● Provided data:
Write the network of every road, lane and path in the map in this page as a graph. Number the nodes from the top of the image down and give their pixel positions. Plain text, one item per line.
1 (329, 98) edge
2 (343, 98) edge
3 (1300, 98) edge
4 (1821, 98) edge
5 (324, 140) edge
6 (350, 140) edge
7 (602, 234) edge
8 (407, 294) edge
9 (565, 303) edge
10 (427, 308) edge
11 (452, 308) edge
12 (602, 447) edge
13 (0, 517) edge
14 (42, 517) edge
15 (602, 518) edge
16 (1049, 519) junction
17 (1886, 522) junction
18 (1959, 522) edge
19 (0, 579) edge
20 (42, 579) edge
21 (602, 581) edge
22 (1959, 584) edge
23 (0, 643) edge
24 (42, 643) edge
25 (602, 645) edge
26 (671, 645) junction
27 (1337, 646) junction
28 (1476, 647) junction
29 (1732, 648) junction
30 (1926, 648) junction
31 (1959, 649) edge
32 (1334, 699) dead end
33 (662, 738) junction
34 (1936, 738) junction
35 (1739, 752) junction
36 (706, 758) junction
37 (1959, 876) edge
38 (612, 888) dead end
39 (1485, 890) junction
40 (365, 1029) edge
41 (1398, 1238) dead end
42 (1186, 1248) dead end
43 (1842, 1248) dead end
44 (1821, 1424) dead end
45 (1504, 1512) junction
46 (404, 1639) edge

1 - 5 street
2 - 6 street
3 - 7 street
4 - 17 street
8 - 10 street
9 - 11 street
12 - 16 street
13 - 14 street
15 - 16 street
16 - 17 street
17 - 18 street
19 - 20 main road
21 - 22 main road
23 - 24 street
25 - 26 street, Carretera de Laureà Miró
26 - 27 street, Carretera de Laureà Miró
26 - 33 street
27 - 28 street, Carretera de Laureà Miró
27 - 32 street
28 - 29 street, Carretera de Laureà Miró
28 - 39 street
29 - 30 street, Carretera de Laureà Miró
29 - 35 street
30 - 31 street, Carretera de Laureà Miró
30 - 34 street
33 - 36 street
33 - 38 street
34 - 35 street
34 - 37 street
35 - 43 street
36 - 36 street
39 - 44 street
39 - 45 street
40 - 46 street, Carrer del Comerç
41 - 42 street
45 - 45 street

● Exercise requirements: Repeat all of the material, exactly as it reads.

● Answer to this problem:
Write the network of every road, lane and path in the map in this page as a graph. Number the nodes from the top of the image down and give their pixel positions. Plain text, one item per line.
1 (329, 98) edge
2 (343, 98) edge
3 (1300, 98) edge
4 (1821, 98) edge
5 (324, 140) edge
6 (350, 140) edge
7 (602, 234) edge
8 (407, 294) edge
9 (565, 303) edge
10 (427, 308) edge
11 (452, 308) edge
12 (602, 447) edge
13 (0, 517) edge
14 (42, 517) edge
15 (602, 518) edge
16 (1049, 519) junction
17 (1886, 522) junction
18 (1959, 522) edge
19 (0, 579) edge
20 (42, 579) edge
21 (602, 581) edge
22 (1959, 584) edge
23 (0, 643) edge
24 (42, 643) edge
25 (602, 645) edge
26 (671, 645) junction
27 (1337, 646) junction
28 (1476, 647) junction
29 (1732, 648) junction
30 (1926, 648) junction
31 (1959, 649) edge
32 (1334, 699) dead end
33 (662, 738) junction
34 (1936, 738) junction
35 (1739, 752) junction
36 (706, 758) junction
37 (1959, 876) edge
38 (612, 888) dead end
39 (1485, 890) junction
40 (365, 1029) edge
41 (1398, 1238) dead end
42 (1186, 1248) dead end
43 (1842, 1248) dead end
44 (1821, 1424) dead end
45 (1504, 1512) junction
46 (404, 1639) edge

1 - 5 street
2 - 6 street
3 - 7 street
4 - 17 street
8 - 10 street
9 - 11 street
12 - 16 street
13 - 14 street
15 - 16 street
16 - 17 street
17 - 18 street
19 - 20 main road
21 - 22 main road
23 - 24 street
25 - 26 street, Carretera de Laureà Miró
26 - 27 street, Carretera de Laureà Miró
26 - 33 street
27 - 28 street, Carretera de Laureà Miró
27 - 32 street
28 - 29 street, Carretera de Laureà Miró
28 - 39 street
29 - 30 street, Carretera de Laureà Miró
29 - 35 street
30 - 31 street, Carretera de Laureà Miró
30 - 34 street
33 - 36 street
33 - 38 street
34 - 35 street
34 - 37 street
35 - 43 street
36 - 36 street
39 - 44 street
39 - 45 street
40 - 46 street, Carrer del Comerç
41 - 42 street
45 - 45 street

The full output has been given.